Who are they leaving out ... and why?
Minnesota lawmakers are excluding vulnerable members of the human family. Here’s who they are excluding — and who is doing the excluding.
PREGNANT WOMEN
In 2023, the Minnesota legislature and Gov. Walz eliminated the Positive Alternatives program, which provided grants to support pregnant women and new mothers who need help and practical assistance. In addition, lawmakers and Walz repealed the Woman’s Right to Know informed consent law, which ensured that women receive basic factual information prior to undergoing abortion. They also repealed the requirement that only physicians perform abortion procedures. Now, without these longstanding laws, pregnant women are less supported, less empowered, and less protected.
VIABLE UNBORN BABIES
The Minnesota legislature and Gov. Walz enacted the PRO Act (HF 1), which created in state statute a “fundamental right” to abortion without any limits.
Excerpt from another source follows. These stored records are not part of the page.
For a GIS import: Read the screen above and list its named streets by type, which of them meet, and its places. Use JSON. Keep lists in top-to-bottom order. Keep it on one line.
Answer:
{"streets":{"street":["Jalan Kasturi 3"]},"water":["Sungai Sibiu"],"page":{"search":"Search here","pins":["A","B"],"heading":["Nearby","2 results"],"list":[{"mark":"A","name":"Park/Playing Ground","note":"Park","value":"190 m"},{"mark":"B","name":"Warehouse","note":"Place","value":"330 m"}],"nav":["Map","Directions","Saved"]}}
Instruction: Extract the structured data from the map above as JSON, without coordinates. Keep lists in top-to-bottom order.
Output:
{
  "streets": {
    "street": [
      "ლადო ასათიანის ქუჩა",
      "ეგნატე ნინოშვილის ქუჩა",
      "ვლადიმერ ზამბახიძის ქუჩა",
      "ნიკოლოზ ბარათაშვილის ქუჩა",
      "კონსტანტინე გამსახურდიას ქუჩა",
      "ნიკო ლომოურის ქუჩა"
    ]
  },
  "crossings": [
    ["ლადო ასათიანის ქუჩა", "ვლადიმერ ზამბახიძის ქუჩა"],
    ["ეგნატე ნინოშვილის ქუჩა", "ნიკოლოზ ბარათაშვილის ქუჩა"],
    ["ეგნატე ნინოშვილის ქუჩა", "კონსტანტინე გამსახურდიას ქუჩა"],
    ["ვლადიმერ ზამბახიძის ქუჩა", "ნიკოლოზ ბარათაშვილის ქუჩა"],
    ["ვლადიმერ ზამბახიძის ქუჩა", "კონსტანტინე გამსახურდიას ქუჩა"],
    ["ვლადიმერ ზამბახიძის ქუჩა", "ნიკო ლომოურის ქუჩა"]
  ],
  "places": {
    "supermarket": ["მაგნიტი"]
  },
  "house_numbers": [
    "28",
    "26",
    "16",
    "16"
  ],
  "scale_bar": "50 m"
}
Lawmakers and Walz also repealed a 1974 law that had previously limited abortion after viability (SF 2995). As a result of these changes, abortion is legal for any reason (not just health reasons) and at any time throughout pregnancy—including late in pregnancy when unborn children can feel pain. Viable unborn babies in Minnesota have no meaningful rights under the law and may be dismembered or poisoned to death for any reason.
NEWBORNS
Minnesota law now allows newborns to be set aside to die. Previously, the law guaranteed medically appropriate lifesaving treatment for infants who survive abortion. In 2023, though, the legislature and Gov. Tim Walz repealed the requirement that “reasonable measures consistent with good medical practice” be taken “to preserve the life and health of the born alive infant.” They replaced the requirement for lifesaving measures with a requirement for only “care” (which the bill’s author described as “comfort” care throughout committee discussions and floor debate). Moreover, the new law (SF 2995) no longer applies specifically to babies who survive abortion, but rather to all babies who are born alive. Under the new language, then, any viable infant could be denied lifesaving care and allowed to die. Babies born with disabilities, whose lives are often devalued, are especially at risk.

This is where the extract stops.